This post is a quick reflection on a form I was asked to fill in this week.
I have just started a course (Jazz harmony, ear training and ensemble playing) at the excellent City Lit adult learning college here in London. At the first session I was asked to fill in an 'individual record of learning' form, and one of the questions was: What are your specific learning goals?" This is how I responded:
I don't wish to sound difficult, but I do not find the concept of 'specific learning goals' a useful way of getting to grips with the complexity of human learning. The world is surely over-populated with 'learning objectives' and 'learning outcomes'. What I believe the keen learner should seek out are 'environments conducive to things happening'. I trust that the course will provide just such an environment. At the moment my main focus is to develop my ability to improvise, but who knows what I might learn in a suitably conducive musical environment:-)

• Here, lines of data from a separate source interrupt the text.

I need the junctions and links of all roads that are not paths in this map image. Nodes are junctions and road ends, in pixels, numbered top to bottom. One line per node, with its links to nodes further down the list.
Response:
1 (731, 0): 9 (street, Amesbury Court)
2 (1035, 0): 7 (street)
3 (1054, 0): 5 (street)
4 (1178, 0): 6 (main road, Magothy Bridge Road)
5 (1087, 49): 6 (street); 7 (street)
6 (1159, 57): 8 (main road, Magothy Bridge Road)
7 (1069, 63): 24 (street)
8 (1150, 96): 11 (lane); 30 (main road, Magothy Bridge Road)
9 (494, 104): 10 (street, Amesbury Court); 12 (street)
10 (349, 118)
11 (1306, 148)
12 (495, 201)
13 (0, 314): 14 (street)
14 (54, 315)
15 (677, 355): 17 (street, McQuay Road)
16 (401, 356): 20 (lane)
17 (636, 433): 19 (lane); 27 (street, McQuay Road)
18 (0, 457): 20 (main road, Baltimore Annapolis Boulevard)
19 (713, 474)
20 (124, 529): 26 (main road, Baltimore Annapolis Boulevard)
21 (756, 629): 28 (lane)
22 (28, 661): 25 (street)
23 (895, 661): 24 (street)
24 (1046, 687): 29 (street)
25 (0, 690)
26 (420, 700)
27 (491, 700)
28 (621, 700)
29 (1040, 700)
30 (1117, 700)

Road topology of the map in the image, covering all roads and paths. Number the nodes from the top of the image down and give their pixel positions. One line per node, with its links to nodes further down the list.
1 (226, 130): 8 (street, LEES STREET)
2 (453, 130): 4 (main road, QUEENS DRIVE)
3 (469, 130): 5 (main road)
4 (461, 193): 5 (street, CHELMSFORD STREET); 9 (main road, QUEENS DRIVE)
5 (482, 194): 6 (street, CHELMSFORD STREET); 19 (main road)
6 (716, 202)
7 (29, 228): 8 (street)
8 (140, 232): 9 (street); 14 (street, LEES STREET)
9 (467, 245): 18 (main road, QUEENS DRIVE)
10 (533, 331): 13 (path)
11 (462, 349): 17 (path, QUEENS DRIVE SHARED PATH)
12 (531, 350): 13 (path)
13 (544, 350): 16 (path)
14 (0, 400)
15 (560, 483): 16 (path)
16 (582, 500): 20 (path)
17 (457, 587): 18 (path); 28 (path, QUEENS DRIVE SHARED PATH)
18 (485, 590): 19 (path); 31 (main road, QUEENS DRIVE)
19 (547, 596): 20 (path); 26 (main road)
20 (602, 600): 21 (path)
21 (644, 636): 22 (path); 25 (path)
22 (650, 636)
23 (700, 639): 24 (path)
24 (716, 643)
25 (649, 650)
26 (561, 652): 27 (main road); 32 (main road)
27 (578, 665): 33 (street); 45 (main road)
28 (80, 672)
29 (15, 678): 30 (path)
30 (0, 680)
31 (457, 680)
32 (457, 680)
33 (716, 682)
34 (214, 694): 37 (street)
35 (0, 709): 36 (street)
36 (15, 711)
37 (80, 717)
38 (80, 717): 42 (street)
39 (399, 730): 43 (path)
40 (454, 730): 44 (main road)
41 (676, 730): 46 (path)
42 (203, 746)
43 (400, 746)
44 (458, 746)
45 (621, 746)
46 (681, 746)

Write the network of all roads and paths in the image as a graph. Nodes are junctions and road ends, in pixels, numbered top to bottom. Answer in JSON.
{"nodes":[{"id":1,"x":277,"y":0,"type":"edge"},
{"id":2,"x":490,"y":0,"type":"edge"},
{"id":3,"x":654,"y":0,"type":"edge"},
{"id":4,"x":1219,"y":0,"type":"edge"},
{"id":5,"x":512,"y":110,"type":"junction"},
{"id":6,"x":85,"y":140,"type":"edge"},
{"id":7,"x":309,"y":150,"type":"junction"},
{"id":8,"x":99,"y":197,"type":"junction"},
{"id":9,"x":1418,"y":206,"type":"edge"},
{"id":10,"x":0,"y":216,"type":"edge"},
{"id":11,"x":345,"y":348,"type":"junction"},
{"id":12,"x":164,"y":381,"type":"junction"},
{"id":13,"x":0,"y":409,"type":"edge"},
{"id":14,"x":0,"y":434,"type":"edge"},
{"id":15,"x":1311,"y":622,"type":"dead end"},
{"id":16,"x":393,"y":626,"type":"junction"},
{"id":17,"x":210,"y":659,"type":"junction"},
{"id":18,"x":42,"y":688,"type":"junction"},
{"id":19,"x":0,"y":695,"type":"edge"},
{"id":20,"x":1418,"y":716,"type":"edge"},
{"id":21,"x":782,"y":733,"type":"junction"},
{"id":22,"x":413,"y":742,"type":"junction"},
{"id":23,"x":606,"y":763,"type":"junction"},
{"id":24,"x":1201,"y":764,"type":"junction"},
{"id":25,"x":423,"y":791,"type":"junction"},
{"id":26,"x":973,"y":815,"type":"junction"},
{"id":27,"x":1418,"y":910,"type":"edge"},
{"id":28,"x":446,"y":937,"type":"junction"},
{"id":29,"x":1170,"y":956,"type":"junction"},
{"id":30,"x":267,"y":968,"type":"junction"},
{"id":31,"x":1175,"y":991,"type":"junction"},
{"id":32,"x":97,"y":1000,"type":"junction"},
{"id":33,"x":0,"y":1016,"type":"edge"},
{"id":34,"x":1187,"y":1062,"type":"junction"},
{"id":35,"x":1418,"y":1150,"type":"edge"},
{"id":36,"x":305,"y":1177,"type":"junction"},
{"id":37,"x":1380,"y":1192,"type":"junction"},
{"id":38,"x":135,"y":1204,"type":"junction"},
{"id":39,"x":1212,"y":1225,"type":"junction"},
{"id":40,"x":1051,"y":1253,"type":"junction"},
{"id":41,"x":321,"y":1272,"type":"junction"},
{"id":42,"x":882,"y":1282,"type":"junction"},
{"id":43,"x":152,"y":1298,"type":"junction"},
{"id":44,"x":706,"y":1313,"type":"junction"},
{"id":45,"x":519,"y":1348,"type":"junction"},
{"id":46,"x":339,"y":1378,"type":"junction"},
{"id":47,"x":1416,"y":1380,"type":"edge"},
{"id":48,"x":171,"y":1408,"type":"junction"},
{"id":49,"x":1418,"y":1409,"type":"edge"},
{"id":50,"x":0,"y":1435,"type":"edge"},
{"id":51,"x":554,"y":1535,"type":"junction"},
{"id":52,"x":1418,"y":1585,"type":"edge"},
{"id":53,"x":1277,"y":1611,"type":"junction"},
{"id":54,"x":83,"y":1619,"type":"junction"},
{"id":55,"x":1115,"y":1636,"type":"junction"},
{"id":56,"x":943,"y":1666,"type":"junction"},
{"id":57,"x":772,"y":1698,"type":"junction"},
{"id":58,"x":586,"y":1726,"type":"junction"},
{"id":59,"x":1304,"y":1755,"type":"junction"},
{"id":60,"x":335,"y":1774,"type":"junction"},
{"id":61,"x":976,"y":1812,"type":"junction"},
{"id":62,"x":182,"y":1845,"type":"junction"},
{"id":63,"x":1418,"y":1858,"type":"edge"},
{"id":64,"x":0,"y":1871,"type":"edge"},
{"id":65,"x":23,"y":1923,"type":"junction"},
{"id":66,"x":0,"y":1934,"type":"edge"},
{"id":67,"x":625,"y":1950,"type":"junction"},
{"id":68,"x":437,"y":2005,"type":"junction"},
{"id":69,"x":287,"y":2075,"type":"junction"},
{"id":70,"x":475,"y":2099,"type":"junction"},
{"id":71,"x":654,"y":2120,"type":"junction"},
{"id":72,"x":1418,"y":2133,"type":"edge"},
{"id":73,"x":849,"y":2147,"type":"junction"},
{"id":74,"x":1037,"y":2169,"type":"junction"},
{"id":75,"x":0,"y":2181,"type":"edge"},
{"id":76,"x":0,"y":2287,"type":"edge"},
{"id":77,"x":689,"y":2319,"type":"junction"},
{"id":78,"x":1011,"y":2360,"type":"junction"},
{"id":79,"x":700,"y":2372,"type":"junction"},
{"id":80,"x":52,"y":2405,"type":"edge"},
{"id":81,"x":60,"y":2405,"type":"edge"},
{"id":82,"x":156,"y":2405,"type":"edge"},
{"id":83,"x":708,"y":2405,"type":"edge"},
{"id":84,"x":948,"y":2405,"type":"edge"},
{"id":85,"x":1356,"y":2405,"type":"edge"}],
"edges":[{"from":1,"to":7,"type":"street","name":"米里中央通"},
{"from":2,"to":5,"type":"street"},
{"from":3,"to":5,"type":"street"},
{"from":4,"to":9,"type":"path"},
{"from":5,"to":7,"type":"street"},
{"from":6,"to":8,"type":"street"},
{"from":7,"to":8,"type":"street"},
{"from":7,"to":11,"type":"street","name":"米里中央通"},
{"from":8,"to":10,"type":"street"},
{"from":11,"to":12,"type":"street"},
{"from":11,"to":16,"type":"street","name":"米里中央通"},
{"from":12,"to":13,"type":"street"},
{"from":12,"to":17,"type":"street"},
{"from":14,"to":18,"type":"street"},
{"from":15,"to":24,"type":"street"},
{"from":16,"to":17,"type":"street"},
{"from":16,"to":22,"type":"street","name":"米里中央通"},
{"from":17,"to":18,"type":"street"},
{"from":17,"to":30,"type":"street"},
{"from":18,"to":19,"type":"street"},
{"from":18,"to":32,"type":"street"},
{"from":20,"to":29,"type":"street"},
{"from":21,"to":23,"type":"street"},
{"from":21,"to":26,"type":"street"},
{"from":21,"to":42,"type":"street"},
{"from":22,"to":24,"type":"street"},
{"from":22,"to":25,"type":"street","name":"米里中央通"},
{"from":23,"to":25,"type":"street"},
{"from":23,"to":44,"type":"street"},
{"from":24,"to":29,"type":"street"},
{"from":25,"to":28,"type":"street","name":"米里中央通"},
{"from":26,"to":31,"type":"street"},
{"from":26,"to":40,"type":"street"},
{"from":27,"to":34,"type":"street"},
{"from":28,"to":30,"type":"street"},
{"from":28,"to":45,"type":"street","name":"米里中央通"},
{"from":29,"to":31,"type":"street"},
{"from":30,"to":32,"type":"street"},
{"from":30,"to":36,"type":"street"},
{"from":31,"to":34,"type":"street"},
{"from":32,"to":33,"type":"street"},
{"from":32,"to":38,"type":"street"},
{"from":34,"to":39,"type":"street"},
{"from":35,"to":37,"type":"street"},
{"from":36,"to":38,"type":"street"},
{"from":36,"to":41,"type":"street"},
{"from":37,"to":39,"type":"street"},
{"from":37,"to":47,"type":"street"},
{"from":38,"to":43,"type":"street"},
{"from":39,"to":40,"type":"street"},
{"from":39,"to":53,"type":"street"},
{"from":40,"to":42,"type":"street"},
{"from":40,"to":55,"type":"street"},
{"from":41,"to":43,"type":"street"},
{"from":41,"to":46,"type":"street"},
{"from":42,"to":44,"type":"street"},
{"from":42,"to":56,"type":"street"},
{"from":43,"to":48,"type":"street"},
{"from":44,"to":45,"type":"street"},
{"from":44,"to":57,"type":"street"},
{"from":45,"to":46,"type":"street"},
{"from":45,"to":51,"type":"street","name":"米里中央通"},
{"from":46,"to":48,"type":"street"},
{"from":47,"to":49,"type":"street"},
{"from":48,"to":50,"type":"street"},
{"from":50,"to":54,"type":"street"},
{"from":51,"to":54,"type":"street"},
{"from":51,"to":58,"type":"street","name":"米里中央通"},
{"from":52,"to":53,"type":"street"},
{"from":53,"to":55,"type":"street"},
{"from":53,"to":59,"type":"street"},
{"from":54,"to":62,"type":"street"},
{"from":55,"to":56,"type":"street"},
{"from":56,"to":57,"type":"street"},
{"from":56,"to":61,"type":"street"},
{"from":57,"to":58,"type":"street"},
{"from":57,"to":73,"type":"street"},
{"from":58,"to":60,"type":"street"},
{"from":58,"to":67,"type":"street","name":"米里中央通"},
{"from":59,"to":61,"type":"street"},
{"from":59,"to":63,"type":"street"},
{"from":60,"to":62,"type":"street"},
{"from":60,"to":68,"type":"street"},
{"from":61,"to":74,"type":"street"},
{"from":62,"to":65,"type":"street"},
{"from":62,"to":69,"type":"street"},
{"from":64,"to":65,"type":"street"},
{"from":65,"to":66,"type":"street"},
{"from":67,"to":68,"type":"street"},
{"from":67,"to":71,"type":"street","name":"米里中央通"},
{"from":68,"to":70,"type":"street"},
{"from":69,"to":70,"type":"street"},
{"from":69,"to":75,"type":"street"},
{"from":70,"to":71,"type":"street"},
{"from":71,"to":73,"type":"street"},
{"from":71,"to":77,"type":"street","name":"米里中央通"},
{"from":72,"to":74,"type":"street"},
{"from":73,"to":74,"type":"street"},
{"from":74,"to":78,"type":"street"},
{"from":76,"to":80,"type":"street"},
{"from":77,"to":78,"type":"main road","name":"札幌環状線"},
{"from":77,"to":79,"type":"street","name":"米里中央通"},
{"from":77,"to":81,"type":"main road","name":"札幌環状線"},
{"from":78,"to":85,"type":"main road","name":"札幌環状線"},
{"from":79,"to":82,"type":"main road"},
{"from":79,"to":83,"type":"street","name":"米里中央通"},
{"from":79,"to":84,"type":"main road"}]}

Now anybody who decides to commit to a substantial programme of learning (4 hours per week for 31 weeks in this case) must have some notion of what they hope to get out of it. But it is, I suggest, a mistake to think that this notion has to consist of a set of clearly formulated learning goals. And there is surely a danger that if both teachers and learners are encouraged to focus too much on reductionist learning goals this will actually limit the possibilities for real learning. I am all in favour of people reflecting on their learning and using refleciton as the basis for making plans for future learning, but this does not have to be framed in terms of 'bullet point' learning goals/objectives/outcomes. Focusing our attention on learning goals tends to narrow our vision of what can be learned. But what is exciting about starting on a programme of learning is that the learner cannot know what is going to happen and cannot know how s/he will be changed by the experience. Rather than obsessing about specific learning goals we need to open our hearts and minds to the possibilities of the unexpected that can occur in any learning encounter.